We’re aware of breast cancer. Now what?
There isn’t a pink ribbon in the world that will give you as much perspective as an actual breast cancer diagnosis.
Since I’ve joined “the club,” I’ve realized that Breast Cancer Awareness Month leaves a lot to be desired. It’s not the ribbons, the merchandise, or even the NFL players in pink cleats; it’s the word itself—Awareness. Do you know anyone who isn’t aware of breast cancer? With one in eight women contracting breast cancer in their lifetimes, I would guess that most of us are not only aware, but personally connected to someone who has the disease. Let’s set the bar higher: this October, instead of awareness, let’s work on education:
Education about breast cancer screening and how there’s so much more to it than getting mammograms when you turn 40.
Education about how even though people believe breast cancer is one of the “curable” cancers, and we survivors like to celebrate how tough we are, it’s still a disease that kills a lot of women.
Education about the risk of recurrence: for many of us, the cancer will come back at some point in our lives, even if we are, for now, “cured.” And,
Education about the importance of research funding, which is the only thing that will bring us closer to permanent cures.
To kick off Breast Cancer Education Month, I’ll dispel some of the breast cancer myths that I believed in my pre-diagnosis naïveté, and share the hard truths I’ve learned along the way.
Myth: Mammograms for everyone! They’re the key to preventing breast cancer.
Truth: Mammograms are great—Unless you’re among the 50% of women who have dense breast tissue. It was easy to feel my tumor, but we couldn’t even see it on my mammogram. It lit right up on my MRI, however.

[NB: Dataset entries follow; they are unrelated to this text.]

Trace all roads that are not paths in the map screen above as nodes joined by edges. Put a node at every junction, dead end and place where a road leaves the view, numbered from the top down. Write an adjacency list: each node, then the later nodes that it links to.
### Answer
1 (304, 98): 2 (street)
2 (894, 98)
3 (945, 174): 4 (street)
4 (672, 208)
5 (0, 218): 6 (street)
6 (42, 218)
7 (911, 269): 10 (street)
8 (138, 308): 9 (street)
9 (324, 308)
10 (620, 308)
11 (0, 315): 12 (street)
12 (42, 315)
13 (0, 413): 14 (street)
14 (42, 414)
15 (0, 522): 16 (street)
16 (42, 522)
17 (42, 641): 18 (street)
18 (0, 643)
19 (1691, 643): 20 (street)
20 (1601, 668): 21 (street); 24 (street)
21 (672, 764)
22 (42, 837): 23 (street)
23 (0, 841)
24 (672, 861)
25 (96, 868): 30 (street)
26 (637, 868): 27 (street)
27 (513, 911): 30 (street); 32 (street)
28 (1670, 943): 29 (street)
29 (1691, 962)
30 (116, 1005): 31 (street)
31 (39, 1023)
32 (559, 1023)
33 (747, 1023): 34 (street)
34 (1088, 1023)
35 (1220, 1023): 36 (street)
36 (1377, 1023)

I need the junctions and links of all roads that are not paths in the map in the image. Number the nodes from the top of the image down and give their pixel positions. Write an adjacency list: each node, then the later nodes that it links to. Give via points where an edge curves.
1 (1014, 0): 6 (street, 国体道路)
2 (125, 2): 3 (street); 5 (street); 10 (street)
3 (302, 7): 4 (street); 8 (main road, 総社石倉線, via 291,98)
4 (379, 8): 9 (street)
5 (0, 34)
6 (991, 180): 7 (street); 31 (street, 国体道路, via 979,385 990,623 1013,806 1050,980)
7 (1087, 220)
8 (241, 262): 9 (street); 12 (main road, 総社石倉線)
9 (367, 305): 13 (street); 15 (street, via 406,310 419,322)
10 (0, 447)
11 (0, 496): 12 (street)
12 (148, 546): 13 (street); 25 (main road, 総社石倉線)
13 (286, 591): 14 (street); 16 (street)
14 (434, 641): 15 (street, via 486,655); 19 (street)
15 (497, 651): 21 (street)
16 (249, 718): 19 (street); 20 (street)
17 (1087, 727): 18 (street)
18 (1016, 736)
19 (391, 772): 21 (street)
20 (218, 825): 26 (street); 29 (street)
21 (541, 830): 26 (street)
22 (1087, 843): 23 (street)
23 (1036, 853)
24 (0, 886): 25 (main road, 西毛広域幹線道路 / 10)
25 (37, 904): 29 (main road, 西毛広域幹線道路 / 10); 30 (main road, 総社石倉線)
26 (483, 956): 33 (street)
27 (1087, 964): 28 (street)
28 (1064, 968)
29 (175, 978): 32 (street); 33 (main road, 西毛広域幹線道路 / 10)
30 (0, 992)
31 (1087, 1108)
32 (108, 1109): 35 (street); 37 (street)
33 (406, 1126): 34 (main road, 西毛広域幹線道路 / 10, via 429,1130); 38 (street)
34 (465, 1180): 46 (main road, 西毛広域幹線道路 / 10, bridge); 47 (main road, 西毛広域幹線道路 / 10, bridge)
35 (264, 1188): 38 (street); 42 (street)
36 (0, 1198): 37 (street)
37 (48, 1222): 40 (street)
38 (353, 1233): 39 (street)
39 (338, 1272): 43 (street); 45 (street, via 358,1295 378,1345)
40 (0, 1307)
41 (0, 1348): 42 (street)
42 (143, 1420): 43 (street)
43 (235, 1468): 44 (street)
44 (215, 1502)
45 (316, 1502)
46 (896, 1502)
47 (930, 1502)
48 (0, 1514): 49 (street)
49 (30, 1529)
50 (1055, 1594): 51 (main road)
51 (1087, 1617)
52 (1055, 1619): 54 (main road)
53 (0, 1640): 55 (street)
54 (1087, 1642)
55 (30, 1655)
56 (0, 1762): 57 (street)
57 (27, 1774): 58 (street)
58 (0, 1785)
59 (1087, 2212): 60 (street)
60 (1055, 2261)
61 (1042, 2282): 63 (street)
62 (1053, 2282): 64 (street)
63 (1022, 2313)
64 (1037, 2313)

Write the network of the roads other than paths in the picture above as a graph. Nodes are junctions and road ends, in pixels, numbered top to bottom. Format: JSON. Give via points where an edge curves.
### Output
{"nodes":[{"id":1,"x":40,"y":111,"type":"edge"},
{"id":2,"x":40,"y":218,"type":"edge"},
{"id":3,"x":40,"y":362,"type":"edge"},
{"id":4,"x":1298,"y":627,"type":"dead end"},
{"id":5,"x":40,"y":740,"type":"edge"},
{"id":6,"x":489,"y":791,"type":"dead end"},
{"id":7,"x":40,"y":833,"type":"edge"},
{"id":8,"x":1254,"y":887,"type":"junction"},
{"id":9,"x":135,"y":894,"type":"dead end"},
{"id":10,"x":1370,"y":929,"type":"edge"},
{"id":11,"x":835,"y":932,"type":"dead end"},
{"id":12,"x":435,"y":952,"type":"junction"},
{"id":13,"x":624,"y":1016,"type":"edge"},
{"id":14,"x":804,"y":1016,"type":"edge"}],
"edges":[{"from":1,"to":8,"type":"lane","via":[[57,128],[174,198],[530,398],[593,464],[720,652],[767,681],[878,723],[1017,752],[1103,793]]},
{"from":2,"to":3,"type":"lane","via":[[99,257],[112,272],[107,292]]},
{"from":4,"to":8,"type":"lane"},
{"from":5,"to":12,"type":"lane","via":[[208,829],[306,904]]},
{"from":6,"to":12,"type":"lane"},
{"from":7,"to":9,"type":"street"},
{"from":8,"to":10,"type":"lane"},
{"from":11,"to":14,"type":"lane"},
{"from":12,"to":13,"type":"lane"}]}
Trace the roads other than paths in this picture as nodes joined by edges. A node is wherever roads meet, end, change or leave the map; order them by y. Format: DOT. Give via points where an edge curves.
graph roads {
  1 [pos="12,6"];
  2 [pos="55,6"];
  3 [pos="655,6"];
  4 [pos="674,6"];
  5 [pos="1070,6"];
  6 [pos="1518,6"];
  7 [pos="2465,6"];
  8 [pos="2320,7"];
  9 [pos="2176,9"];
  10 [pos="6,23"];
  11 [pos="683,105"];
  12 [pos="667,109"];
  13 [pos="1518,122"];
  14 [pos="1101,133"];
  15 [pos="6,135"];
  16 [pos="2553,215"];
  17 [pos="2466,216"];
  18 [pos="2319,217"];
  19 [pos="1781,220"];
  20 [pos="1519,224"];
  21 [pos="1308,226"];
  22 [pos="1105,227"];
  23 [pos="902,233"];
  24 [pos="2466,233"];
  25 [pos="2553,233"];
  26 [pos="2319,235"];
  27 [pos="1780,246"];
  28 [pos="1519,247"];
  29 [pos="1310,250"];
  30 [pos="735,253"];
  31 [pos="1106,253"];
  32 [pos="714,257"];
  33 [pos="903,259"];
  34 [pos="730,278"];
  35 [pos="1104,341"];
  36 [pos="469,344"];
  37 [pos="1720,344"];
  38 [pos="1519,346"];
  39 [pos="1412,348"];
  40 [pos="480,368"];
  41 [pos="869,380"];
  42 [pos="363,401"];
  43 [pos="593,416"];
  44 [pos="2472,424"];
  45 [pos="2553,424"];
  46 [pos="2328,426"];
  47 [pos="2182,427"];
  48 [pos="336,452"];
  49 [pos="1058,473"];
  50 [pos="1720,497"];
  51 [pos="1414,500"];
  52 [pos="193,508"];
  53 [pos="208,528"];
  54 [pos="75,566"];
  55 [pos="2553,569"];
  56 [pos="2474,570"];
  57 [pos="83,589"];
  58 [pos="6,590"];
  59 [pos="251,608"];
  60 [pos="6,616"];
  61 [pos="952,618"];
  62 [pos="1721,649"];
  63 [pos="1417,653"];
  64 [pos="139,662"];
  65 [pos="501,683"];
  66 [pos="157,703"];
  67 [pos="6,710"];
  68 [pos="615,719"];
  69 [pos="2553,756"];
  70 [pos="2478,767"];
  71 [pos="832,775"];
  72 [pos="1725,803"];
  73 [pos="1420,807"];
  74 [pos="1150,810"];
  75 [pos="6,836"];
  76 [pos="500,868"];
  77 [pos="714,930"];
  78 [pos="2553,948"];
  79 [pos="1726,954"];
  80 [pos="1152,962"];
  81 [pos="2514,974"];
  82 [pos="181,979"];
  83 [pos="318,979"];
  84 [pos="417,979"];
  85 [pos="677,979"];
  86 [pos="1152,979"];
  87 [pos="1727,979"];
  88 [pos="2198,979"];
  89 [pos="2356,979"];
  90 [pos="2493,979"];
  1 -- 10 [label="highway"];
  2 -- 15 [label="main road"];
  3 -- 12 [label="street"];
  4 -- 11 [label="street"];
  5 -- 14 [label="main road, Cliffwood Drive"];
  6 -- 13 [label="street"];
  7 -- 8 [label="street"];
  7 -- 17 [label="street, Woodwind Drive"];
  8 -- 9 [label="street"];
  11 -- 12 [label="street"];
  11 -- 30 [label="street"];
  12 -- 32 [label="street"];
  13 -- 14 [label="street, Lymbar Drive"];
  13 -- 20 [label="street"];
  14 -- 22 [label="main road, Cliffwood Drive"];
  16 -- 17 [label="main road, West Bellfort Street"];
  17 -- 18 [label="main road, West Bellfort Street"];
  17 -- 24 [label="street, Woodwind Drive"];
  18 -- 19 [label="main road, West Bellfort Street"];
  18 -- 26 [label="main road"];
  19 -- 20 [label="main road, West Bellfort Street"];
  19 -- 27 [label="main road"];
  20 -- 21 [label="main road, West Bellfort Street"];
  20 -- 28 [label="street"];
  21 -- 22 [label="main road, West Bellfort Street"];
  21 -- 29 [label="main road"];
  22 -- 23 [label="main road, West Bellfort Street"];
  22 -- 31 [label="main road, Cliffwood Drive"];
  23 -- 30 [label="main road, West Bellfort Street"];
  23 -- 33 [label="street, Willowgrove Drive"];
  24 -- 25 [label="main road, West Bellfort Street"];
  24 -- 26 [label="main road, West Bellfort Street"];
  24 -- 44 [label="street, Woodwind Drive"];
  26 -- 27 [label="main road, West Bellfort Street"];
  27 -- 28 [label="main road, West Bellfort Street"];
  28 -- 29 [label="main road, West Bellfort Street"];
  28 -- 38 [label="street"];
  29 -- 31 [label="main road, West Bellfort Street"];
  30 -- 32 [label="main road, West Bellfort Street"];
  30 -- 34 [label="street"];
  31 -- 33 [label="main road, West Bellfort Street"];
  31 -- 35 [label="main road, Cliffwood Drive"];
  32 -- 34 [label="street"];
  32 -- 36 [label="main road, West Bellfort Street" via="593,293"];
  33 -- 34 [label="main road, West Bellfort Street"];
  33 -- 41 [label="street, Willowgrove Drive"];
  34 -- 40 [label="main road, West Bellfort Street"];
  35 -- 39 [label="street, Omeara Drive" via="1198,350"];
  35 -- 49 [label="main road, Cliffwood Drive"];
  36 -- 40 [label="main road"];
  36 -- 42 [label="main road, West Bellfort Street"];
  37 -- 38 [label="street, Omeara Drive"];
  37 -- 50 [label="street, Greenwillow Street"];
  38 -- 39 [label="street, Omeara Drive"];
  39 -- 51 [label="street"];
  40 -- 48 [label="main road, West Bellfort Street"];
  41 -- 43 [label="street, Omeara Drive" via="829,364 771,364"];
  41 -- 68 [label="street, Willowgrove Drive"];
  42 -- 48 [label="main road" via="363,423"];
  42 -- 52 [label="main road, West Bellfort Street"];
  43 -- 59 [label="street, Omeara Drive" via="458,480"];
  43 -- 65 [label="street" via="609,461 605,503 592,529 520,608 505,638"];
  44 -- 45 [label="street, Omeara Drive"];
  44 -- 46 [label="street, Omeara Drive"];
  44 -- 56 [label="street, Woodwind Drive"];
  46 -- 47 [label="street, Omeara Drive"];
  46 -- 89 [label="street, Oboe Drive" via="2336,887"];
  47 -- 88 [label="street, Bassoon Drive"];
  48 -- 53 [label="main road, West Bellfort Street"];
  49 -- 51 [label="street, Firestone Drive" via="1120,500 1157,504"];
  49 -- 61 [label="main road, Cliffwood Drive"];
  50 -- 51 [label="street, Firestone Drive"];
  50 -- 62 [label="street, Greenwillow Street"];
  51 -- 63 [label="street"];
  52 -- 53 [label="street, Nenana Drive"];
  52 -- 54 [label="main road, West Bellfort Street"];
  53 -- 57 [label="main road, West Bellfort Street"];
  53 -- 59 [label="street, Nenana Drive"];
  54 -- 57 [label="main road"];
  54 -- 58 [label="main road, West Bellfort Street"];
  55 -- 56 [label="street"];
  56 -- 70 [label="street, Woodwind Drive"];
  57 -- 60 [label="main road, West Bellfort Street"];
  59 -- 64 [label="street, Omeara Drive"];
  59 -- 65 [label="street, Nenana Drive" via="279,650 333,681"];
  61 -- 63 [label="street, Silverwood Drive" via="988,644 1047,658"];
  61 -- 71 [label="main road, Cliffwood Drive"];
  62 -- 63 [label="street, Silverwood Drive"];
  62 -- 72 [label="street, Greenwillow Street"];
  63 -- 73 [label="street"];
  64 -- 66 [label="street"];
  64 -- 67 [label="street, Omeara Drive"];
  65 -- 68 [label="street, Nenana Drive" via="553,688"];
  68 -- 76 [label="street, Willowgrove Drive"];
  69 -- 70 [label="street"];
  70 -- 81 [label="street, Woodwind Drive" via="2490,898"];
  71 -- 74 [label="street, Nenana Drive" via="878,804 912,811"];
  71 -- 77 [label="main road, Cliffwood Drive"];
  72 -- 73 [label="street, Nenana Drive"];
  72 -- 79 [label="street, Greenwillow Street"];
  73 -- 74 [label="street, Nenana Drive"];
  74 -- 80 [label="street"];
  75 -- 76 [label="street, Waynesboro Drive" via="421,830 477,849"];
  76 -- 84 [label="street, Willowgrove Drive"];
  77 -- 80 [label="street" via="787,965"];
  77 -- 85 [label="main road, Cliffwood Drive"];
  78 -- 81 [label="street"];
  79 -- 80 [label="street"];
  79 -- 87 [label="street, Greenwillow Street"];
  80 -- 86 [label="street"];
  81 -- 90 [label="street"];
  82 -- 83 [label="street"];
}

Myth: If you don’t have a family history of breast cancer, you’re not at risk.
Truth: Only about 5-10% of breast cancers are hereditary. I had no family history of breast cancer. Most of us don’t.
Myth: We need a cure for breast cancer.
Truth: Breast cancer has many different subtypes, and there’s no one-size-fits-all treatment. Some breast cancer cells grow in the milk ducts, and others grow in the lobules. Some have receptors for a protein called HER2, others have receptors for estrogen and/or progesterone. Some cells have all three types of receptors (“triple positive”), and others have none (“triple negative”). That was all a long-winded way of saying that we don’t need “a cure,” we need cures, plural.
Myth: Early detection means you’re curable.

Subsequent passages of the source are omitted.